* RECORD EXCERPTS *
━━━━━━━━━━

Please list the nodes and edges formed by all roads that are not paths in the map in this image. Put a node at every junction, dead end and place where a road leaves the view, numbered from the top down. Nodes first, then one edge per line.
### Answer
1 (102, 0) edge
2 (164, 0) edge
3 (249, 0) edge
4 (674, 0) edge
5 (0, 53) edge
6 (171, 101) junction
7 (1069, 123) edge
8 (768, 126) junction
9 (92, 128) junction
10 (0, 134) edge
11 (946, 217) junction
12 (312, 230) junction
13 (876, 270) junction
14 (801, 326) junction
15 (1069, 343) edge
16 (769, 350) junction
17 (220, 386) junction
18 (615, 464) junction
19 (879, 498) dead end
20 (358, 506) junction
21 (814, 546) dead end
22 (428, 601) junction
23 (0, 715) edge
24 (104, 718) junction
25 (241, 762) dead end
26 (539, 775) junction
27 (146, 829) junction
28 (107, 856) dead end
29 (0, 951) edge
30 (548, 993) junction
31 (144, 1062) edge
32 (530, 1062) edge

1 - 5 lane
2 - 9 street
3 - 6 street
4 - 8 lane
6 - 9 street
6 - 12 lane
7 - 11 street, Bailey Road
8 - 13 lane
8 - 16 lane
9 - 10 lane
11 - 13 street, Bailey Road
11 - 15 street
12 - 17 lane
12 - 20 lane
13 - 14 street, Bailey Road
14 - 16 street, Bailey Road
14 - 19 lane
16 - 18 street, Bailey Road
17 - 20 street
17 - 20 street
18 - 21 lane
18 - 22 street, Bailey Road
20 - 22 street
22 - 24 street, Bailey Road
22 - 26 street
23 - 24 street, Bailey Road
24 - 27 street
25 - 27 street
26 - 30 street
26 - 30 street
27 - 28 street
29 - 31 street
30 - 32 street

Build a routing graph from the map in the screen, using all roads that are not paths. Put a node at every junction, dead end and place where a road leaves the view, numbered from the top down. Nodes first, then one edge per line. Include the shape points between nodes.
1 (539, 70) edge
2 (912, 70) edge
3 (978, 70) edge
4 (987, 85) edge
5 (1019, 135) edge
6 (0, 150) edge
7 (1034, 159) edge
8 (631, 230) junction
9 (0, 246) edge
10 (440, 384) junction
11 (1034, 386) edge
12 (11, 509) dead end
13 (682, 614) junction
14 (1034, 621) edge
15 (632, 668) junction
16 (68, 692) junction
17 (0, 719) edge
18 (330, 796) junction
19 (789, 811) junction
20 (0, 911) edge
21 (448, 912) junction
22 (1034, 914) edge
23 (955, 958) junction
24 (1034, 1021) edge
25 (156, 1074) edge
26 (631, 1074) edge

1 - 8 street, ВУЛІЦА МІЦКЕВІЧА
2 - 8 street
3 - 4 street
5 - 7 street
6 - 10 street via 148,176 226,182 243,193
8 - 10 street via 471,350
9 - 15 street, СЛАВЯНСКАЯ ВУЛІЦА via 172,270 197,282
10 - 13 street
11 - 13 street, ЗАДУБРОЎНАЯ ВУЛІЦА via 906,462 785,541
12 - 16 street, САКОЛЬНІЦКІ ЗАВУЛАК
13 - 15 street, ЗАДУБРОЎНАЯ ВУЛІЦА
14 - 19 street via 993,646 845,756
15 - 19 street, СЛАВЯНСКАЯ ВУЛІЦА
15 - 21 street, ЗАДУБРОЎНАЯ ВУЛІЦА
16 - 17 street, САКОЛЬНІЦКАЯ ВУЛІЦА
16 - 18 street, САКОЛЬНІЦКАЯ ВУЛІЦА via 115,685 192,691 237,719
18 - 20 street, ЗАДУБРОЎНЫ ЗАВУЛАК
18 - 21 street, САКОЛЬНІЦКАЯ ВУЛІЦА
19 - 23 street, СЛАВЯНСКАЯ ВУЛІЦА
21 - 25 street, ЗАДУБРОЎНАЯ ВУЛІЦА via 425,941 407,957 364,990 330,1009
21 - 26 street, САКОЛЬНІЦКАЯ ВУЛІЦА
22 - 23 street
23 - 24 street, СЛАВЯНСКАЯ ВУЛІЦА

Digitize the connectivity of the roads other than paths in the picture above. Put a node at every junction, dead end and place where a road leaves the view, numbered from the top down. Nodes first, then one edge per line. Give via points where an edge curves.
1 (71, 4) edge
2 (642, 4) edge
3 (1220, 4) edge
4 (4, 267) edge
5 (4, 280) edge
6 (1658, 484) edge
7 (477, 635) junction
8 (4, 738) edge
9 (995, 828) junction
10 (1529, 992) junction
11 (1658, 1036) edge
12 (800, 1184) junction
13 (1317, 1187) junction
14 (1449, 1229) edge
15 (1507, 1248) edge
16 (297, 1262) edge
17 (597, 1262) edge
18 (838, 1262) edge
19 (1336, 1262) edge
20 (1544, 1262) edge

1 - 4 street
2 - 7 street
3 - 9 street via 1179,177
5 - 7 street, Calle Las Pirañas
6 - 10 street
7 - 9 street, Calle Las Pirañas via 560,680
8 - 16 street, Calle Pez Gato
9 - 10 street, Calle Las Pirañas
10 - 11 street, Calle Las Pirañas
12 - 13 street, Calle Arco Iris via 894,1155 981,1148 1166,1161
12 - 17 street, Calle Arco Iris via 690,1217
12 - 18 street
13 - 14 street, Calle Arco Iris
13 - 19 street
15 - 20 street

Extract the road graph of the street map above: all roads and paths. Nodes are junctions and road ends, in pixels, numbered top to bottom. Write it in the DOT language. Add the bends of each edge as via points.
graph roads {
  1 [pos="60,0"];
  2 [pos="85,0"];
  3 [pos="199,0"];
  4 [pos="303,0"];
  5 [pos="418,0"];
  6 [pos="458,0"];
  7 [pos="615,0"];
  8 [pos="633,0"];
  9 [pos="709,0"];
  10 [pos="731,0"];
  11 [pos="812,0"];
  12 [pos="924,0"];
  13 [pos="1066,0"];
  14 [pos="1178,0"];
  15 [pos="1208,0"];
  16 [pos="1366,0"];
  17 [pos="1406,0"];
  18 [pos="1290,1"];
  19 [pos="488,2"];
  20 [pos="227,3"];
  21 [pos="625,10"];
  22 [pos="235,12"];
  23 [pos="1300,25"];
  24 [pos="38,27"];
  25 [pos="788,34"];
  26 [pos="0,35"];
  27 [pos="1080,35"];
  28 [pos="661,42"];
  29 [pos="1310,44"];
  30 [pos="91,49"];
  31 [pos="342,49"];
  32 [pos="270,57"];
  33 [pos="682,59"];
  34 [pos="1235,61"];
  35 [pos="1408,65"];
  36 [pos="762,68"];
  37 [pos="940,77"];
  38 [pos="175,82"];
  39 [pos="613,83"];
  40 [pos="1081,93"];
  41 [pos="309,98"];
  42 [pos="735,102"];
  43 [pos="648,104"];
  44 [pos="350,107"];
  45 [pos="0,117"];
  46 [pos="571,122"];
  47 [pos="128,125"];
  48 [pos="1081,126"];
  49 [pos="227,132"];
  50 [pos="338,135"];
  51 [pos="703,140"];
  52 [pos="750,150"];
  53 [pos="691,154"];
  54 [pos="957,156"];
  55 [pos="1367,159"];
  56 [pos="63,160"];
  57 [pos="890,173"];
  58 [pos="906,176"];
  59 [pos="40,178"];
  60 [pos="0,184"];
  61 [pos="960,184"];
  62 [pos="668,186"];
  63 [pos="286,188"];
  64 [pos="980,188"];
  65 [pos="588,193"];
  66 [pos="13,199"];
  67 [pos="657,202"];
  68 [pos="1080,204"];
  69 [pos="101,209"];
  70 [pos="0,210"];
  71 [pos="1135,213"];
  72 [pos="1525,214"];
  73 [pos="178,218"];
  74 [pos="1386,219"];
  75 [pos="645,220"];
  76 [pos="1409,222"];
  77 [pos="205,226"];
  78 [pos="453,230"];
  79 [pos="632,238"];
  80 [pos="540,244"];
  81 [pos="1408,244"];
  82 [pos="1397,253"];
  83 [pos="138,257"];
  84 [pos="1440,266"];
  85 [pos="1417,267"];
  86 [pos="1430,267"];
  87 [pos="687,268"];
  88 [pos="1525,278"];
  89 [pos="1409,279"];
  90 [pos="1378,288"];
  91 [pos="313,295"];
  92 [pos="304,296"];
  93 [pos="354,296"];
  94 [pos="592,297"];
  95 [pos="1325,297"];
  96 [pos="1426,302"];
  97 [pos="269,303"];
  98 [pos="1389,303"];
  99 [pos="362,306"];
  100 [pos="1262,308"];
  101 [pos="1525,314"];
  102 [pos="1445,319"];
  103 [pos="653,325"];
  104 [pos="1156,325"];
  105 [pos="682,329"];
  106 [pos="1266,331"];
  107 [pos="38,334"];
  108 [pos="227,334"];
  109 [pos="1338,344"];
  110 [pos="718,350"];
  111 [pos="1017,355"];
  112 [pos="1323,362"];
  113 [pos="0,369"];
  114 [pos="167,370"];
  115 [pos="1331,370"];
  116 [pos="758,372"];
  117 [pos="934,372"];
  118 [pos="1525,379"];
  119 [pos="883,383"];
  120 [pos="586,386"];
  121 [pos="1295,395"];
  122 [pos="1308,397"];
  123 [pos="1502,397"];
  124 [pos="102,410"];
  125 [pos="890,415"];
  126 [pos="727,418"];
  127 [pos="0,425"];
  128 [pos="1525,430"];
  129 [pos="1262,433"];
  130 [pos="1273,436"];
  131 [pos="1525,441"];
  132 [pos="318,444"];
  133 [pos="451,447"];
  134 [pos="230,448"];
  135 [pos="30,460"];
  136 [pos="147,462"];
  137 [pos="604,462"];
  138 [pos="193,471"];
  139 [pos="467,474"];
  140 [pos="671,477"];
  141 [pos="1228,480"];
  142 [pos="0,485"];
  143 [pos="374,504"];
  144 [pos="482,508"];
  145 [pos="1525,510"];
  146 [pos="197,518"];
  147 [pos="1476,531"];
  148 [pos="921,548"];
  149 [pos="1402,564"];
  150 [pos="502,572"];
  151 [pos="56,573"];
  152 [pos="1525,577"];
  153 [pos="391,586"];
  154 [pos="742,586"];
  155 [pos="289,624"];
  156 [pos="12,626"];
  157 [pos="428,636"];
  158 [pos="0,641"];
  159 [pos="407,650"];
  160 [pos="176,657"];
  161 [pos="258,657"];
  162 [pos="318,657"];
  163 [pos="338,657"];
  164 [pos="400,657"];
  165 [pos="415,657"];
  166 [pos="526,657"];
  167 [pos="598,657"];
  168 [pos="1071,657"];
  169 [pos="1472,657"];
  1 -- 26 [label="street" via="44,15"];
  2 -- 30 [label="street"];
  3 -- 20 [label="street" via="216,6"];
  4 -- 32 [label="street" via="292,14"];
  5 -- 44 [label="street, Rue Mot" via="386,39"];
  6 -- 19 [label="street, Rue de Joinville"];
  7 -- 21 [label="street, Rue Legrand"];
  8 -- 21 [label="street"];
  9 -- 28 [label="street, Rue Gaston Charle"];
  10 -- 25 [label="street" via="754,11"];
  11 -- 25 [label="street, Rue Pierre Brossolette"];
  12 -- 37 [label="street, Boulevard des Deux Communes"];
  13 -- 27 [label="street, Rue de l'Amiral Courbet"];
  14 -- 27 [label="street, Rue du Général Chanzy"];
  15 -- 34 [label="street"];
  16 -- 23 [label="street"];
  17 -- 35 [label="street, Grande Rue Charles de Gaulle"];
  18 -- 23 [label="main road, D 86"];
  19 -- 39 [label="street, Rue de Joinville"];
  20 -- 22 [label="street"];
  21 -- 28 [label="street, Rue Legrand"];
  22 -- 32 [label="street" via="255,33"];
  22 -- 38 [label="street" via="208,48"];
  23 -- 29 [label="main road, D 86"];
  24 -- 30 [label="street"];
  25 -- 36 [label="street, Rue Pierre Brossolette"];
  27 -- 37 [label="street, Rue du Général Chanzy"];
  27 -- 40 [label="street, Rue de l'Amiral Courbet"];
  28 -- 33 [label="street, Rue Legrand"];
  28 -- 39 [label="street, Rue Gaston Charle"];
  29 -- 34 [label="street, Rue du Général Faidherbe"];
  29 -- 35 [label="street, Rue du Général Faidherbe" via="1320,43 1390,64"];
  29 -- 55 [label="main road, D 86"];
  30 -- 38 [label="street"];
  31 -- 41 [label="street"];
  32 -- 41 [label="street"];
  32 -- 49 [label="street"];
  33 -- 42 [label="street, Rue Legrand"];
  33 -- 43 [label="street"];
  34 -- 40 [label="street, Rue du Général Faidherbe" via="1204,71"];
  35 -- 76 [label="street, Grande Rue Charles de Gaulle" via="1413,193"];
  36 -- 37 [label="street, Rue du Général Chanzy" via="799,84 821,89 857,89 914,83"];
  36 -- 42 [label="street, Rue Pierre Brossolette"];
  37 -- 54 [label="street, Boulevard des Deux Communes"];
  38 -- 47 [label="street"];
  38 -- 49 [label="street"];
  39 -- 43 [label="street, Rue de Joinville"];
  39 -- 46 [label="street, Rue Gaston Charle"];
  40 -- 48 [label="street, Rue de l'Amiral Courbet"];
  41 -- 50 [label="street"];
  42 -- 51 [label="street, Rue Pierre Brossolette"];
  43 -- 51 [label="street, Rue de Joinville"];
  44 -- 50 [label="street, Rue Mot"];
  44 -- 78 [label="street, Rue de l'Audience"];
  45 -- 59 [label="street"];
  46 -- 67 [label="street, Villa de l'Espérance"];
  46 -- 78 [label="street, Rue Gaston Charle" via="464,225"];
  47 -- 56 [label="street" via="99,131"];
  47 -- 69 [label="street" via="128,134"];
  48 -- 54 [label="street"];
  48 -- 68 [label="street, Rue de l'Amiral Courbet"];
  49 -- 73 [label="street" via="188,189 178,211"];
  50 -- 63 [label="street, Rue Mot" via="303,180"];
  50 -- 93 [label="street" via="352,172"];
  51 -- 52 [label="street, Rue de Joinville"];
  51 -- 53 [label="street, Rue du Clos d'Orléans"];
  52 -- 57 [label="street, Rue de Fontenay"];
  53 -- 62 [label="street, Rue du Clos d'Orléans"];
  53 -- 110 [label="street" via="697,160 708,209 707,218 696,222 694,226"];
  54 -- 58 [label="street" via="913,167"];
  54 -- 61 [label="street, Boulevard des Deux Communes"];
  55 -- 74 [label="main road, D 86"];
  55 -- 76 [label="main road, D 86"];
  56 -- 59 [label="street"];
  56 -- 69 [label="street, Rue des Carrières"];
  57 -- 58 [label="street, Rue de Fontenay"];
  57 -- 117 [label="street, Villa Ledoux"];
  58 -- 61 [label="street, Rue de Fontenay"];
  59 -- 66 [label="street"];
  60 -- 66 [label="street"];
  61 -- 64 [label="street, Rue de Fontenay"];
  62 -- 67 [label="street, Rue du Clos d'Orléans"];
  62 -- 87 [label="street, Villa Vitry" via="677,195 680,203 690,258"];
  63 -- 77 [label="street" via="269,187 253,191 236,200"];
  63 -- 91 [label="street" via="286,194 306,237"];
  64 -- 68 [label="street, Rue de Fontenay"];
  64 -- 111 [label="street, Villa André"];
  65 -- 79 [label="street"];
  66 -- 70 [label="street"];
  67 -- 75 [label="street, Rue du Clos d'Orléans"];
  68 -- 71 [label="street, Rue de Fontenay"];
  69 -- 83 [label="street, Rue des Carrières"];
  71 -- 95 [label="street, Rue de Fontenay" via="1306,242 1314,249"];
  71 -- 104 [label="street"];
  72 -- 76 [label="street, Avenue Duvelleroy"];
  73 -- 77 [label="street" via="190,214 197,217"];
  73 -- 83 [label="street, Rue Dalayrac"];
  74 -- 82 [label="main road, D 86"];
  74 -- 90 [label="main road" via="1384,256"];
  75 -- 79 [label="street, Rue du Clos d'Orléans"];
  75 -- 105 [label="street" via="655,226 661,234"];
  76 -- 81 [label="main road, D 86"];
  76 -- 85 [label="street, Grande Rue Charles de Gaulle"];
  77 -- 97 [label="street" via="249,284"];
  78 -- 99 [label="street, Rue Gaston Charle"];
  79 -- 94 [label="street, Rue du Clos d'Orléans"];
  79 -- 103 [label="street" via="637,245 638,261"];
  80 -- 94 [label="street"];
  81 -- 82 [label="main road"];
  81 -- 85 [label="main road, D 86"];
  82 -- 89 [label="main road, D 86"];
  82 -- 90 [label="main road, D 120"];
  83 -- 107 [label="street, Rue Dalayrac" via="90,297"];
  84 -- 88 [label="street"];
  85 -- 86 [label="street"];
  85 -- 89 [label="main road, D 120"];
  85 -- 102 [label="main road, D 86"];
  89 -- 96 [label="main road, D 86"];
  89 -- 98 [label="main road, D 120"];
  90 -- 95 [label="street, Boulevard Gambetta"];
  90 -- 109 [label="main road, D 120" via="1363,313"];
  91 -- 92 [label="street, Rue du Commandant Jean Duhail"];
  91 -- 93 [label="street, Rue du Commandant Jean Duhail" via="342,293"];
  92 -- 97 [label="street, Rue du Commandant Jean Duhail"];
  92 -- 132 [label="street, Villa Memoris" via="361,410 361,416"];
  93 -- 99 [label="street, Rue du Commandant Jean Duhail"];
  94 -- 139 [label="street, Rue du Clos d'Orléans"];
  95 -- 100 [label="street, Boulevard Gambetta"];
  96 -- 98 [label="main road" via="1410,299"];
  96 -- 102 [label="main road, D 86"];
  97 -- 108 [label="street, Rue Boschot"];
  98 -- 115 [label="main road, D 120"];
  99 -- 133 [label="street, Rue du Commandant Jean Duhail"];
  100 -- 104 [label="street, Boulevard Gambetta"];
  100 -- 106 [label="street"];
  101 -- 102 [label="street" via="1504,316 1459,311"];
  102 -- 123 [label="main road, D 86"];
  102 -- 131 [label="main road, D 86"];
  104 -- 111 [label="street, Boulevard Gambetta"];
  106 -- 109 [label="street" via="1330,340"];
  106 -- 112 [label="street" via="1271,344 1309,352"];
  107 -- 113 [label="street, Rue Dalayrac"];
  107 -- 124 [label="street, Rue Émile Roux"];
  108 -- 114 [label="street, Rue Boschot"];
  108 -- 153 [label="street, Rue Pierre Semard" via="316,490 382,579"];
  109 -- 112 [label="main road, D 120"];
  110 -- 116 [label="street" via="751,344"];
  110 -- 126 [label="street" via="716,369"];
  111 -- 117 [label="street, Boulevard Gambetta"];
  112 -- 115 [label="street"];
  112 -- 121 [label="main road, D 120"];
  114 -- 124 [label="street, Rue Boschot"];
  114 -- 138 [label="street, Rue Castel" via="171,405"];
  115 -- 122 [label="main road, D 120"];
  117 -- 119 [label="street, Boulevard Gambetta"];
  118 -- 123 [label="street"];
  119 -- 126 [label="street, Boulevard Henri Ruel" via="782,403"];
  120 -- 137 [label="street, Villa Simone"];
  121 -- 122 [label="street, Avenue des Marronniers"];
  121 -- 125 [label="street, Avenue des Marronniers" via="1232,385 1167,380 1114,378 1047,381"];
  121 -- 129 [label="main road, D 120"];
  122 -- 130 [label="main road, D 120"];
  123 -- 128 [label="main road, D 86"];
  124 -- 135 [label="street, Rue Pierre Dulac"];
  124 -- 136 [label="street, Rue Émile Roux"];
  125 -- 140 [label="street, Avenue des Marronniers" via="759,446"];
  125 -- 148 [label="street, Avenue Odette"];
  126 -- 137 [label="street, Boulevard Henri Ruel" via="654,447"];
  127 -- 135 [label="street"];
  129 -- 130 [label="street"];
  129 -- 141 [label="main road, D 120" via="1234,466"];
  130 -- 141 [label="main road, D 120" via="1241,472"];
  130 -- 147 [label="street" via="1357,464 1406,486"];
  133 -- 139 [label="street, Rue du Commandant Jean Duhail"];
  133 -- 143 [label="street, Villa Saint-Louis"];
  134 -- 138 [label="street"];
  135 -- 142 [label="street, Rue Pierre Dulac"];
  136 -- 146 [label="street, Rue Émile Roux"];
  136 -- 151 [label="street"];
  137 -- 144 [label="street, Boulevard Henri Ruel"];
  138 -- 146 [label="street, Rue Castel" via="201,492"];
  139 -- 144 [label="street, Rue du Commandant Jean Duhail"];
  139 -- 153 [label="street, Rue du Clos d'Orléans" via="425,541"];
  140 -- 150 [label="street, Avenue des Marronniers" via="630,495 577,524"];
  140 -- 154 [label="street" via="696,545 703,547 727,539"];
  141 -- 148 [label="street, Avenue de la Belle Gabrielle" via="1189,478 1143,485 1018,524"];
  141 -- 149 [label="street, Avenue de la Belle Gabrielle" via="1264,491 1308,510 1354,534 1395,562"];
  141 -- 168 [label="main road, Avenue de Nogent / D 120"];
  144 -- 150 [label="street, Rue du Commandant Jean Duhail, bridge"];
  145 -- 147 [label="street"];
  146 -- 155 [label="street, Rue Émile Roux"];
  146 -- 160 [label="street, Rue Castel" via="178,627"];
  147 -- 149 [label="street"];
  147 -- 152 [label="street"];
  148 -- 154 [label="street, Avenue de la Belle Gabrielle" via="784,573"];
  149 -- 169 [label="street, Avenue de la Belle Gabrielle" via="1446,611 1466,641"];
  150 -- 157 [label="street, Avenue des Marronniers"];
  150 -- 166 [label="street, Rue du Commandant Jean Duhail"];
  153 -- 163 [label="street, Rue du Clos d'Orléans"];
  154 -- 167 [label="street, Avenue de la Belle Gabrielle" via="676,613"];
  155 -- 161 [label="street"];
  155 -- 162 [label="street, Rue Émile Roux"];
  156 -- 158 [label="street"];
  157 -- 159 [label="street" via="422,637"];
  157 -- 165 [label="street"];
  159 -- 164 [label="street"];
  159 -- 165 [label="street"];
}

━━━━━━━━━━

* TO DO *
Copy all the lines above that hold the string "Calle".

* FINAL ANSWER *
5 - 7 street, Calle Las Pirañas
7 - 9 street, Calle Las Pirañas via 560,680
8 - 16 street, Calle Pez Gato
9 - 10 street, Calle Las Pirañas
10 - 11 street, Calle Las Pirañas
12 - 13 street, Calle Arco Iris via 894,1155 981,1148 1166,1161
12 - 17 street, Calle Arco Iris via 690,1217
13 - 14 street, Calle Arco Iris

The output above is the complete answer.